PROBLEM STATEMENT >> Could you retype the entries exactly as they are?

ENTRIES SHOWN >>

-- -- --

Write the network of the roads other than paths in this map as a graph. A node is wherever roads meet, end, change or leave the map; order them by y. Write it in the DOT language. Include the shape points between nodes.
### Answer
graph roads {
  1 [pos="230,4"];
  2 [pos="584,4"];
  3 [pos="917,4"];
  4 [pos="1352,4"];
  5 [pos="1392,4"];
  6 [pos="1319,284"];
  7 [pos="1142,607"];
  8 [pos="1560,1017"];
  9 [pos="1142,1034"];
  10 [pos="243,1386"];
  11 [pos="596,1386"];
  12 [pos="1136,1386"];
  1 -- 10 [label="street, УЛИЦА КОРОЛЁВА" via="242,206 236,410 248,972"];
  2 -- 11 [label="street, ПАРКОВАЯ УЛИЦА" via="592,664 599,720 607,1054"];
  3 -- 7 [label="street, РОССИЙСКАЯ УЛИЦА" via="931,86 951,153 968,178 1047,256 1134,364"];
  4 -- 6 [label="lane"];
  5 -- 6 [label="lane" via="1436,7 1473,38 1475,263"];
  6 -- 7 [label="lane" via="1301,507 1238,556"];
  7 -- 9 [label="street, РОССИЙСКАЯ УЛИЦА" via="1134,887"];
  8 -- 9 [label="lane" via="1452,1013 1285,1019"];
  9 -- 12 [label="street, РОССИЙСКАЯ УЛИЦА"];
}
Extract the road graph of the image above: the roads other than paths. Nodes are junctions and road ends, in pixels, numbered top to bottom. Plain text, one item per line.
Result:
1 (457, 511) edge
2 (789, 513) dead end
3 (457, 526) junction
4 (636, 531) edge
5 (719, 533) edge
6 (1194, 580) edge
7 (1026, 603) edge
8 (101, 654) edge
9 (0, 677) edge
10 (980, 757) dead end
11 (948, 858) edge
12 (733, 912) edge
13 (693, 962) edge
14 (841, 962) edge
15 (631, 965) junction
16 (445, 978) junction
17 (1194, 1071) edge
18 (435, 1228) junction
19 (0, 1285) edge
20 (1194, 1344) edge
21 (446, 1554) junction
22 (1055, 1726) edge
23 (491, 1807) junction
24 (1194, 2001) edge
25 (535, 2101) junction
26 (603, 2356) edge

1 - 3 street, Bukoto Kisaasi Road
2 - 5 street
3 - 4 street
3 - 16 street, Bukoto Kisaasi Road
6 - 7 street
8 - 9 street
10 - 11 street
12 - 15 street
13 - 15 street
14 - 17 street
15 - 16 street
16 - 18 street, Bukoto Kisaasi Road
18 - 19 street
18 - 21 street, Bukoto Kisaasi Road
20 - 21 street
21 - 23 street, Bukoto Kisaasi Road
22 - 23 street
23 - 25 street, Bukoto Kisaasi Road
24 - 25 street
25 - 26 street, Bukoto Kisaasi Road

-- -- --

OUTPUT FOR THIS TASK >>
Write the network of the roads other than paths in this map as a graph. A node is wherever roads meet, end, change or leave the map; order them by y. Write it in the DOT language. Include the shape points between nodes.
### Answer
graph roads {
  1 [pos="230,4"];
  2 [pos="584,4"];
  3 [pos="917,4"];
  4 [pos="1352,4"];
  5 [pos="1392,4"];
  6 [pos="1319,284"];
  7 [pos="1142,607"];
  8 [pos="1560,1017"];
  9 [pos="1142,1034"];
  10 [pos="243,1386"];
  11 [pos="596,1386"];
  12 [pos="1136,1386"];
  1 -- 10 [label="street, УЛИЦА КОРОЛЁВА" via="242,206 236,410 248,972"];
  2 -- 11 [label="street, ПАРКОВАЯ УЛИЦА" via="592,664 599,720 607,1054"];
  3 -- 7 [label="street, РОССИЙСКАЯ УЛИЦА" via="931,86 951,153 968,178 1047,256 1134,364"];
  4 -- 6 [label="lane"];
  5 -- 6 [label="lane" via="1436,7 1473,38 1475,263"];
  6 -- 7 [label="lane" via="1301,507 1238,556"];
  7 -- 9 [label="street, РОССИЙСКАЯ УЛИЦА" via="1134,887"];
  8 -- 9 [label="lane" via="1452,1013 1285,1019"];
  9 -- 12 [label="street, РОССИЙСКАЯ УЛИЦА"];
}
Extract the road graph of the image above: the roads other than paths. Nodes are junctions and road ends, in pixels, numbered top to bottom. Plain text, one item per line.
Result:
1 (457, 511) edge
2 (789, 513) dead end
3 (457, 526) junction
4 (636, 531) edge
5 (719, 533) edge
6 (1194, 580) edge
7 (1026, 603) edge
8 (101, 654) edge
9 (0, 677) edge
10 (980, 757) dead end
11 (948, 858) edge
12 (733, 912) edge
13 (693, 962) edge
14 (841, 962) edge
15 (631, 965) junction
16 (445, 978) junction
17 (1194, 1071) edge
18 (435, 1228) junction
19 (0, 1285) edge
20 (1194, 1344) edge
21 (446, 1554) junction
22 (1055, 1726) edge
23 (491, 1807) junction
24 (1194, 2001) edge
25 (535, 2101) junction
26 (603, 2356) edge

1 - 3 street, Bukoto Kisaasi Road
2 - 5 street
3 - 4 street
3 - 16 street, Bukoto Kisaasi Road
6 - 7 street
8 - 9 street
10 - 11 street
12 - 15 street
13 - 15 street
14 - 17 street
15 - 16 street
16 - 18 street, Bukoto Kisaasi Road
18 - 19 street
18 - 21 street, Bukoto Kisaasi Road
20 - 21 street
21 - 23 street, Bukoto Kisaasi Road
22 - 23 street
23 - 25 street, Bukoto Kisaasi Road
24 - 25 street
25 - 26 street, Bukoto Kisaasi Road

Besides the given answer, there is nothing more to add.